> _Stored data_
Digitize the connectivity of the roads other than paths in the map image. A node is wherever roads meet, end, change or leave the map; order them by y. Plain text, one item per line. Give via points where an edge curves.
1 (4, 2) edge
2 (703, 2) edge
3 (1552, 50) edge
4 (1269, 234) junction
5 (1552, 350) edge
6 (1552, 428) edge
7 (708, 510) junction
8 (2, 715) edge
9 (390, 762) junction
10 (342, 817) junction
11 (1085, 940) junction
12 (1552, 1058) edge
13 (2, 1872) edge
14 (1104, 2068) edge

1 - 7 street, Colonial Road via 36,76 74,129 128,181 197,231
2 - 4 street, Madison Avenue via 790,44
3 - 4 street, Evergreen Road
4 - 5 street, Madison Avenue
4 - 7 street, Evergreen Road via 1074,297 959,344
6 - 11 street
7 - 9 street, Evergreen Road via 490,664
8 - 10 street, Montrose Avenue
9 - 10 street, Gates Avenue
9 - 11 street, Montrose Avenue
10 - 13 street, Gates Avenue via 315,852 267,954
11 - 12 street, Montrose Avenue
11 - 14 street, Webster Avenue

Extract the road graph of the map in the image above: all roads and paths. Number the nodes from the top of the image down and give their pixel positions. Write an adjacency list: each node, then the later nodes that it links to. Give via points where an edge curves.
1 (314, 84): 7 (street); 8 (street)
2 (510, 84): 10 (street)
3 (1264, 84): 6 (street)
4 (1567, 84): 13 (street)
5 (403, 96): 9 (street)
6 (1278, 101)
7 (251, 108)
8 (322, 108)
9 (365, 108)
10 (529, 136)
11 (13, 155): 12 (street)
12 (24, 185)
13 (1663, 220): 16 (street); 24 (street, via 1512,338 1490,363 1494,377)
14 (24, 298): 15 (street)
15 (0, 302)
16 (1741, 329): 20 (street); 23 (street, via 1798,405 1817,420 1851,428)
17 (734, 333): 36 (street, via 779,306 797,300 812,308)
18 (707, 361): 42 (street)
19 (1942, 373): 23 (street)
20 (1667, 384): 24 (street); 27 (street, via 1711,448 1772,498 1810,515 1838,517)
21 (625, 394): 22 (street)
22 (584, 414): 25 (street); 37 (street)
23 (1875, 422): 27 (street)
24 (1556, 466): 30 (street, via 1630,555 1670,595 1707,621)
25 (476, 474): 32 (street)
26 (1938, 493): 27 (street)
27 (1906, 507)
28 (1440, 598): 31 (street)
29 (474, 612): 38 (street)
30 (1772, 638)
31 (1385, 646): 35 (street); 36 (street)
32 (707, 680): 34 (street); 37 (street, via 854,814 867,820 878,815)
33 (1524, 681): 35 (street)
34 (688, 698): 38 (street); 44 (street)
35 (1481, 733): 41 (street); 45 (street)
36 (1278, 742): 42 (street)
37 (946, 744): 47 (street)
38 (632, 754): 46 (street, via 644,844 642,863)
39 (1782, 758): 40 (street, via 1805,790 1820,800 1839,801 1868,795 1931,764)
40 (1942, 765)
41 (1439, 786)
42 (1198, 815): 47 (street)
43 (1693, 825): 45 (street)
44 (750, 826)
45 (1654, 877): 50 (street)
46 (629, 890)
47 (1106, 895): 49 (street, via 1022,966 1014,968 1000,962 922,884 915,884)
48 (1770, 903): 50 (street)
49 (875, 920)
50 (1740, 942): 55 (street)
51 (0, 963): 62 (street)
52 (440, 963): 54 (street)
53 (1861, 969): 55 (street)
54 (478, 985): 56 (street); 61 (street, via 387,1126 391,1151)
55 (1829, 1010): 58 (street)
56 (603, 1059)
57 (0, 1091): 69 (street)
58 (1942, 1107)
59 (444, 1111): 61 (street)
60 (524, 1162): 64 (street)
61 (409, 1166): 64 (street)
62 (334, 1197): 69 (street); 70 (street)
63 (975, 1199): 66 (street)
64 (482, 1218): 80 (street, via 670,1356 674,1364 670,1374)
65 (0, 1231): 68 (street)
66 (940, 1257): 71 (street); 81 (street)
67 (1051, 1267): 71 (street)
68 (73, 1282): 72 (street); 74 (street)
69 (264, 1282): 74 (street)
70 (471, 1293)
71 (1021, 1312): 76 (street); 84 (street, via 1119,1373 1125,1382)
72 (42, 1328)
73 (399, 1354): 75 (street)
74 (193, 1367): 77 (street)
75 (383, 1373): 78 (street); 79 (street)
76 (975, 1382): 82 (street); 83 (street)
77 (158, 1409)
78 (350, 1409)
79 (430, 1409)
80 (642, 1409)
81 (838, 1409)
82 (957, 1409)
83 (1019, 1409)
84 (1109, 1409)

> _Aim of the task_
Return all the lines shown above, precisely as they stand.

> _Solution below_
Digitize the connectivity of the roads other than paths in the map image. A node is wherever roads meet, end, change or leave the map; order them by y. Plain text, one item per line. Give via points where an edge curves.
1 (4, 2) edge
2 (703, 2) edge
3 (1552, 50) edge
4 (1269, 234) junction
5 (1552, 350) edge
6 (1552, 428) edge
7 (708, 510) junction
8 (2, 715) edge
9 (390, 762) junction
10 (342, 817) junction
11 (1085, 940) junction
12 (1552, 1058) edge
13 (2, 1872) edge
14 (1104, 2068) edge

1 - 7 street, Colonial Road via 36,76 74,129 128,181 197,231
2 - 4 street, Madison Avenue via 790,44
3 - 4 street, Evergreen Road
4 - 5 street, Madison Avenue
4 - 7 street, Evergreen Road via 1074,297 959,344
6 - 11 street
7 - 9 street, Evergreen Road via 490,664
8 - 10 street, Montrose Avenue
9 - 10 street, Gates Avenue
9 - 11 street, Montrose Avenue
10 - 13 street, Gates Avenue via 315,852 267,954
11 - 12 street, Montrose Avenue
11 - 14 street, Webster Avenue

Extract the road graph of the map in the image above: all roads and paths. Number the nodes from the top of the image down and give their pixel positions. Write an adjacency list: each node, then the later nodes that it links to. Give via points where an edge curves.
1 (314, 84): 7 (street); 8 (street)
2 (510, 84): 10 (street)
3 (1264, 84): 6 (street)
4 (1567, 84): 13 (street)
5 (403, 96): 9 (street)
6 (1278, 101)
7 (251, 108)
8 (322, 108)
9 (365, 108)
10 (529, 136)
11 (13, 155): 12 (street)
12 (24, 185)
13 (1663, 220): 16 (street); 24 (street, via 1512,338 1490,363 1494,377)
14 (24, 298): 15 (street)
15 (0, 302)
16 (1741, 329): 20 (street); 23 (street, via 1798,405 1817,420 1851,428)
17 (734, 333): 36 (street, via 779,306 797,300 812,308)
18 (707, 361): 42 (street)
19 (1942, 373): 23 (street)
20 (1667, 384): 24 (street); 27 (street, via 1711,448 1772,498 1810,515 1838,517)
21 (625, 394): 22 (street)
22 (584, 414): 25 (street); 37 (street)
23 (1875, 422): 27 (street)
24 (1556, 466): 30 (street, via 1630,555 1670,595 1707,621)
25 (476, 474): 32 (street)
26 (1938, 493): 27 (street)
27 (1906, 507)
28 (1440, 598): 31 (street)
29 (474, 612): 38 (street)
30 (1772, 638)
31 (1385, 646): 35 (street); 36 (street)
32 (707, 680): 34 (street); 37 (street, via 854,814 867,820 878,815)
33 (1524, 681): 35 (street)
34 (688, 698): 38 (street); 44 (street)
35 (1481, 733): 41 (street); 45 (street)
36 (1278, 742): 42 (street)
37 (946, 744): 47 (street)
38 (632, 754): 46 (street, via 644,844 642,863)
39 (1782, 758): 40 (street, via 1805,790 1820,800 1839,801 1868,795 1931,764)
40 (1942, 765)
41 (1439, 786)
42 (1198, 815): 47 (street)
43 (1693, 825): 45 (street)
44 (750, 826)
45 (1654, 877): 50 (street)
46 (629, 890)
47 (1106, 895): 49 (street, via 1022,966 1014,968 1000,962 922,884 915,884)
48 (1770, 903): 50 (street)
49 (875, 920)
50 (1740, 942): 55 (street)
51 (0, 963): 62 (street)
52 (440, 963): 54 (street)
53 (1861, 969): 55 (street)
54 (478, 985): 56 (street); 61 (street, via 387,1126 391,1151)
55 (1829, 1010): 58 (street)
56 (603, 1059)
57 (0, 1091): 69 (street)
58 (1942, 1107)
59 (444, 1111): 61 (street)
60 (524, 1162): 64 (street)
61 (409, 1166): 64 (street)
62 (334, 1197): 69 (street); 70 (street)
63 (975, 1199): 66 (street)
64 (482, 1218): 80 (street, via 670,1356 674,1364 670,1374)
65 (0, 1231): 68 (street)
66 (940, 1257): 71 (street); 81 (street)
67 (1051, 1267): 71 (street)
68 (73, 1282): 72 (street); 74 (street)
69 (264, 1282): 74 (street)
70 (471, 1293)
71 (1021, 1312): 76 (street); 84 (street, via 1119,1373 1125,1382)
72 (42, 1328)
73 (399, 1354): 75 (street)
74 (193, 1367): 77 (street)
75 (383, 1373): 78 (street); 79 (street)
76 (975, 1382): 82 (street); 83 (street)
77 (158, 1409)
78 (350, 1409)
79 (430, 1409)
80 (642, 1409)
81 (838, 1409)
82 (957, 1409)
83 (1019, 1409)
84 (1109, 1409)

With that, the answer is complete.